[WORK TASK] Wherever the string "Maciel" occurs in a line of these records, report that line.
(DATA Opens)
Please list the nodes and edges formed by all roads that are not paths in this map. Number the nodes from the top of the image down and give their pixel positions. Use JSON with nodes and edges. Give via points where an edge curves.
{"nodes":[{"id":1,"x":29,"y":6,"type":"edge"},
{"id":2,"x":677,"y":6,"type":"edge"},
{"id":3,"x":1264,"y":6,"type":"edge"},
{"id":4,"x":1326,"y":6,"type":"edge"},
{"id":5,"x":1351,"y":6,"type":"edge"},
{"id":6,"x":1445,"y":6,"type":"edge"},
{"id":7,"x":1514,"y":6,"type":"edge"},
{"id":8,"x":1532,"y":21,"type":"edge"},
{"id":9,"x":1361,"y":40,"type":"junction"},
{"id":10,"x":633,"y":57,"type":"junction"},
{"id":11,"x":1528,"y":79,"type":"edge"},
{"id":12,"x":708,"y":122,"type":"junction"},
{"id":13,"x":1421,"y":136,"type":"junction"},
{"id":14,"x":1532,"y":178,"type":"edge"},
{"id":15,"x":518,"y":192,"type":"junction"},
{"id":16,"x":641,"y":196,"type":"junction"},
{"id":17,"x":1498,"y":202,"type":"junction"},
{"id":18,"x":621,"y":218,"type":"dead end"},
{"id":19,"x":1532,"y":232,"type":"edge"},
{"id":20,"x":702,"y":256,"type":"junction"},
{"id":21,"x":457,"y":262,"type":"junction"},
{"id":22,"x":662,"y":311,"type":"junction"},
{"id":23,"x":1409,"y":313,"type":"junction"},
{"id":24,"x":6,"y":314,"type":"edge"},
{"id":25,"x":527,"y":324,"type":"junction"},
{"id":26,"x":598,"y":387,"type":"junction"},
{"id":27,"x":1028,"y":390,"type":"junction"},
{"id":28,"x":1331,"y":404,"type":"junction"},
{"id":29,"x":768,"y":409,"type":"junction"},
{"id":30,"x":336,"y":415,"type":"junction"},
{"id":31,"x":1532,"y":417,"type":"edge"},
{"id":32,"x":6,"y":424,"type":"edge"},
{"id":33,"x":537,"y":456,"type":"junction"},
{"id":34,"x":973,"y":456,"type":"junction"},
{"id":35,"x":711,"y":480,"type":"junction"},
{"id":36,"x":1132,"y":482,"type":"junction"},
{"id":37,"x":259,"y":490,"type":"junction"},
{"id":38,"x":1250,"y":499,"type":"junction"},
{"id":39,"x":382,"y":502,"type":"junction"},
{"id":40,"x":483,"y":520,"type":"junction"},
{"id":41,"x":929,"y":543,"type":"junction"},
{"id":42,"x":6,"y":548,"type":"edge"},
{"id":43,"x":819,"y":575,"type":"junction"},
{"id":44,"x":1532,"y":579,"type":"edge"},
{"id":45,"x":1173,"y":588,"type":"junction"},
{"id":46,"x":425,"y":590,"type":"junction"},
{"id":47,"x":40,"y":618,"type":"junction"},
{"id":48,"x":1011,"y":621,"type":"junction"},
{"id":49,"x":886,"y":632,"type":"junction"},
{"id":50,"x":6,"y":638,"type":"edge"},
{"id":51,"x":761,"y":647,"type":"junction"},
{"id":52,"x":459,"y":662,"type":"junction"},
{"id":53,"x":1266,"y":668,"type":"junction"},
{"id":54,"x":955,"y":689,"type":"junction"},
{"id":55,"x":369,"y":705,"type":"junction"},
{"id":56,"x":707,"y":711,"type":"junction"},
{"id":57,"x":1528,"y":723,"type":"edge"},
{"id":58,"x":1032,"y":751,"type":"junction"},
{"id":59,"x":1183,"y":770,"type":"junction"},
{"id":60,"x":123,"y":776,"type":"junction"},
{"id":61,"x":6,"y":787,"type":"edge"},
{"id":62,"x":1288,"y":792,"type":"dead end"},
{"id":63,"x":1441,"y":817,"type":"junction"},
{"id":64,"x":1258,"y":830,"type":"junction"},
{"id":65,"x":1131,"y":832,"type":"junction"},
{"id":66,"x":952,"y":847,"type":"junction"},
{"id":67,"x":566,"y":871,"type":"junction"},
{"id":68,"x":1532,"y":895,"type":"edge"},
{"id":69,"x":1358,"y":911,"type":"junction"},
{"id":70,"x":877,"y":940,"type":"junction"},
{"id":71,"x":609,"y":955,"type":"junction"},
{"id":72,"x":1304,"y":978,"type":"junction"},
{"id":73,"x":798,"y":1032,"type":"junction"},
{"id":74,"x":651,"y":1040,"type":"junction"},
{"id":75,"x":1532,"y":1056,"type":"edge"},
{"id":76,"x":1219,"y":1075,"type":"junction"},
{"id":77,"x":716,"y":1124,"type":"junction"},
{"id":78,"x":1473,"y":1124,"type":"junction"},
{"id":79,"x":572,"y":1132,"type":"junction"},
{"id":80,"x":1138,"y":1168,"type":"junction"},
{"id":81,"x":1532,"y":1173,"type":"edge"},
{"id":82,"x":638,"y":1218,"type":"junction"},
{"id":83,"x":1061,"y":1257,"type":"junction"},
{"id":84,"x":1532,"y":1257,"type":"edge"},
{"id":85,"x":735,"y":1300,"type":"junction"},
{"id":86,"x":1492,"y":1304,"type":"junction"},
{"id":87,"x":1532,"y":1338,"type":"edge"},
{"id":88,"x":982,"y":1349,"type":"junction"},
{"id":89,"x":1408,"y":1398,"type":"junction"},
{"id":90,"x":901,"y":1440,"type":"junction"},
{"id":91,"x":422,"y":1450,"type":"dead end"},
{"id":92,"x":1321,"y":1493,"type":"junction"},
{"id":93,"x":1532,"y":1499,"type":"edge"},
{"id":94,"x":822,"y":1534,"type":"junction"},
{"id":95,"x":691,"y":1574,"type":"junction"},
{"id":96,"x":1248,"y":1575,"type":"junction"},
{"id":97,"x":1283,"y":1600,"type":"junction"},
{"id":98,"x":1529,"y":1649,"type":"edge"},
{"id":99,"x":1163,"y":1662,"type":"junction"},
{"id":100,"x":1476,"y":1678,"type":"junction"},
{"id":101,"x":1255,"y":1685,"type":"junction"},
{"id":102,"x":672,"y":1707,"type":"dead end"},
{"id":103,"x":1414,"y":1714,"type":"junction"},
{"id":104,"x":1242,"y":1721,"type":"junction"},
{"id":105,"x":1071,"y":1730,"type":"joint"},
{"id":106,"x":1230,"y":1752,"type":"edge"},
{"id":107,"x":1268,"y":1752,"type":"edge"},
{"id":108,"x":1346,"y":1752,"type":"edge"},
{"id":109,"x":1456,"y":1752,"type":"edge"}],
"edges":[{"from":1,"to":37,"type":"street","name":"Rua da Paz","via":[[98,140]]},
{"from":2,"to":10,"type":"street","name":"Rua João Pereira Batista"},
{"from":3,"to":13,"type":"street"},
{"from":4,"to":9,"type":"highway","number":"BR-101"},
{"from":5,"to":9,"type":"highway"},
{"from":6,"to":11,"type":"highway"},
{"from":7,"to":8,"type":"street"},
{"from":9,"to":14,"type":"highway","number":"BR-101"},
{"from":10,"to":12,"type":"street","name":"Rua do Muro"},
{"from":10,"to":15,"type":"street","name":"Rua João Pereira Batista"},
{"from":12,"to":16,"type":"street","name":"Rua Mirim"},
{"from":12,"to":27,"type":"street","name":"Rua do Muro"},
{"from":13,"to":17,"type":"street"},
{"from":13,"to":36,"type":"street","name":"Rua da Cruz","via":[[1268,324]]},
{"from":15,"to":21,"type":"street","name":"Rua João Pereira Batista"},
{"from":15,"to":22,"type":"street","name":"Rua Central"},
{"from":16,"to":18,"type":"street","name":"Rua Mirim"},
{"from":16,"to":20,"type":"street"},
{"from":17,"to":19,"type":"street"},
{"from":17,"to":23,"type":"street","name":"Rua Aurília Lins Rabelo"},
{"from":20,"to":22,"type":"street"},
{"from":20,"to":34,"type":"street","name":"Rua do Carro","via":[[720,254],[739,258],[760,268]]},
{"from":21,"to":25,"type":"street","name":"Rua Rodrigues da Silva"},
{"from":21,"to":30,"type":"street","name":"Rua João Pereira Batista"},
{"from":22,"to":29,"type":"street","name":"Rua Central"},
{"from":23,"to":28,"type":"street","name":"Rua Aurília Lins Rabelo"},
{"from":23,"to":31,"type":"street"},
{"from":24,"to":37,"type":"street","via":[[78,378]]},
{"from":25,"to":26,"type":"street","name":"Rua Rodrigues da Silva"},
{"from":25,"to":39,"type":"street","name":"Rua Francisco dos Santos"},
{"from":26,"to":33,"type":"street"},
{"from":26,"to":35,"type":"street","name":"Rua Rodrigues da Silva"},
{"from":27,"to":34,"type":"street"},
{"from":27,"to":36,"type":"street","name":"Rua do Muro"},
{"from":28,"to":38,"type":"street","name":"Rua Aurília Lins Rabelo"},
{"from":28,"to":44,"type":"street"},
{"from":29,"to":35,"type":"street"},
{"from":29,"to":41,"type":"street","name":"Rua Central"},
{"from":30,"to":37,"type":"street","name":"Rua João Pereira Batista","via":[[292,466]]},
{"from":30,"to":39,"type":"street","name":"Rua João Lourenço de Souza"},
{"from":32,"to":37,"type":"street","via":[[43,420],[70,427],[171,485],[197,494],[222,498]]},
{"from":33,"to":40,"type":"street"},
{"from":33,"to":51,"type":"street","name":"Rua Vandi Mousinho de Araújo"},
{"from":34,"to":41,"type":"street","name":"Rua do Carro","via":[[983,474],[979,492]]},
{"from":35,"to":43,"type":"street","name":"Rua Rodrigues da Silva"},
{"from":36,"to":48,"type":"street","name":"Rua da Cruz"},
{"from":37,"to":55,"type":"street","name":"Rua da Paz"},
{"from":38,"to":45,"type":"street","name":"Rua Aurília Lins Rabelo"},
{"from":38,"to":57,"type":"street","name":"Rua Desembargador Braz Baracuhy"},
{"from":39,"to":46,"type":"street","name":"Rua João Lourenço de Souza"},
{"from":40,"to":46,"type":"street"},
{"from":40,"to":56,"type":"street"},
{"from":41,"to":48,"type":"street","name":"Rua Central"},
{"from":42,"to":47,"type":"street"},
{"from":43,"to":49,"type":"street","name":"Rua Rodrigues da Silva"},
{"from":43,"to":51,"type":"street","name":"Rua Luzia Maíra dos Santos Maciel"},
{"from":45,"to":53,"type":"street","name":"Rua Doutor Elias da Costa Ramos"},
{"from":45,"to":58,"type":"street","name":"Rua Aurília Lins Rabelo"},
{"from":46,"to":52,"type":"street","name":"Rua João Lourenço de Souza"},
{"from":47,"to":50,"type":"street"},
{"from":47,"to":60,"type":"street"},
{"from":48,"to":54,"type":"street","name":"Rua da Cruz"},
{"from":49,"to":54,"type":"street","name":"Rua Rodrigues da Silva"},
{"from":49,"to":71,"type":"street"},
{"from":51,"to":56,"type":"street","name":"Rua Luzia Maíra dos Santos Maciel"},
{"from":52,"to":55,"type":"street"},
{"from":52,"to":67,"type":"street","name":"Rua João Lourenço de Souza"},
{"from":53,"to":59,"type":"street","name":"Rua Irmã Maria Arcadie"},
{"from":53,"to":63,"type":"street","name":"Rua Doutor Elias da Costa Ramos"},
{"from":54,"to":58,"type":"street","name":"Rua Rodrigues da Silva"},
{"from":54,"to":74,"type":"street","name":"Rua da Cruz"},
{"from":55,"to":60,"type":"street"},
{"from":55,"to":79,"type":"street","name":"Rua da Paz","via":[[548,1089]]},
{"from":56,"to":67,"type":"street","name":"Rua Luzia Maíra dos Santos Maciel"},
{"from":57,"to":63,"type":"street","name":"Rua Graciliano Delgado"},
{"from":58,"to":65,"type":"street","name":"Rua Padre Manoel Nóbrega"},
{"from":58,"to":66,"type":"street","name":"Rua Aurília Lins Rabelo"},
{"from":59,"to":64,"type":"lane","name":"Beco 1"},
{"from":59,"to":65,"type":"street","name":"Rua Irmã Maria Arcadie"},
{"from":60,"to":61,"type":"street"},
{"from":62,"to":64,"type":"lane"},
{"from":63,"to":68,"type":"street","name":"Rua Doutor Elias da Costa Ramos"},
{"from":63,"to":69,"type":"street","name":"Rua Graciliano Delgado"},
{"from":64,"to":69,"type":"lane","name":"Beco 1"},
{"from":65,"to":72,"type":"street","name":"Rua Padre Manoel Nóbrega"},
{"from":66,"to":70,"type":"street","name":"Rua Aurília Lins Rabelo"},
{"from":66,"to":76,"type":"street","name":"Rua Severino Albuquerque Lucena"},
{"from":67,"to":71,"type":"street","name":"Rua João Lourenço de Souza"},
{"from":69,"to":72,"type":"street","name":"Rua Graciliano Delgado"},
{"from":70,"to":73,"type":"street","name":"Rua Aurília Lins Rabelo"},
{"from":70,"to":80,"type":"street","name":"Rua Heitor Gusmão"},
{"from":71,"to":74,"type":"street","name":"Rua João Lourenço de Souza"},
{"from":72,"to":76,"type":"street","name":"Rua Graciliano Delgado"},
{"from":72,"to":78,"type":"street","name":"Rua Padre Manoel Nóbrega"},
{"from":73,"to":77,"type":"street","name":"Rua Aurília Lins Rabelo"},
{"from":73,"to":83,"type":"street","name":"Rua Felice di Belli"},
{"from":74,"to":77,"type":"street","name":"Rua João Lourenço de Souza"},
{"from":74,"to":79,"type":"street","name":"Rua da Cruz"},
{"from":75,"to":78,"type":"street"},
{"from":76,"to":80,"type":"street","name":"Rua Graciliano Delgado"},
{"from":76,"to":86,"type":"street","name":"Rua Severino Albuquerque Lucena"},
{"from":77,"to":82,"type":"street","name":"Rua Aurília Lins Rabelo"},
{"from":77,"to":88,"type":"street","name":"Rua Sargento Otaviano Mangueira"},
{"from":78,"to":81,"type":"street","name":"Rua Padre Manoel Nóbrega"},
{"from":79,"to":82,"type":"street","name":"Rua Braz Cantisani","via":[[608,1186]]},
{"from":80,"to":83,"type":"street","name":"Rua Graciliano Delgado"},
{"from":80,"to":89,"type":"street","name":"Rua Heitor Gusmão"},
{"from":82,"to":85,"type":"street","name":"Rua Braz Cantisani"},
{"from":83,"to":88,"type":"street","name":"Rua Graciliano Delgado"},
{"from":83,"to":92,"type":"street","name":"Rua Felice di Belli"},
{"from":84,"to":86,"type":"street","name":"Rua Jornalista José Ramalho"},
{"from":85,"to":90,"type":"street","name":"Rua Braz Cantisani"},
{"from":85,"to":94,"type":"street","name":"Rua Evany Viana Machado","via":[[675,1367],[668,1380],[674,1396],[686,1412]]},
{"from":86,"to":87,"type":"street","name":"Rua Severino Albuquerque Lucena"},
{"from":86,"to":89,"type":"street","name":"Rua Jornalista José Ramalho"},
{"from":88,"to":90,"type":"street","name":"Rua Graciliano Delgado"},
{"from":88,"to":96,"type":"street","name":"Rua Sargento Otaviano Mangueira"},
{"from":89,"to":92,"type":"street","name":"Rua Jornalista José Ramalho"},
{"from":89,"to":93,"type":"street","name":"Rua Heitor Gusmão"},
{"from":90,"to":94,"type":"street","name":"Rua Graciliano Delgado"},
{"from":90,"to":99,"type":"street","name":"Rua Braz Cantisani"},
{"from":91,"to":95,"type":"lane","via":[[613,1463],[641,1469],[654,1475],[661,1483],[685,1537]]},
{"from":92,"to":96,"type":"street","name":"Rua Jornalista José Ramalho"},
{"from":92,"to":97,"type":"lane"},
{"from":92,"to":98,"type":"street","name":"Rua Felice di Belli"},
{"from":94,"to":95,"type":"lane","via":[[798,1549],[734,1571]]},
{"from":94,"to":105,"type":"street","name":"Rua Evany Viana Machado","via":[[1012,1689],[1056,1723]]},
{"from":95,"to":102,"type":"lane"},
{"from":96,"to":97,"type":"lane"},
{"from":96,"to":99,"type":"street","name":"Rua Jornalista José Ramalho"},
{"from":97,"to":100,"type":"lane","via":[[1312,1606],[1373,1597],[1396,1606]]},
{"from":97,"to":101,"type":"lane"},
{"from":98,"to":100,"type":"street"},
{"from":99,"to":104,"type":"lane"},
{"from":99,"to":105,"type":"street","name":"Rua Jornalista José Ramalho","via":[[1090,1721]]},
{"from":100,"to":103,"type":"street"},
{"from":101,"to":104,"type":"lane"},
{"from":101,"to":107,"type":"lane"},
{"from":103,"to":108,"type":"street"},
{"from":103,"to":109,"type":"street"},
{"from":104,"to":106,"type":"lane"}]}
(DATA Closes)
[TASK OUTPUT]
{"from":43,"to":51,"type":"street","name":"Rua Luzia Maíra dos Santos Maciel"},
{"from":51,"to":56,"type":"street","name":"Rua Luzia Maíra dos Santos Maciel"},
{"from":56,"to":67,"type":"street","name":"Rua Luzia Maíra dos Santos Maciel"},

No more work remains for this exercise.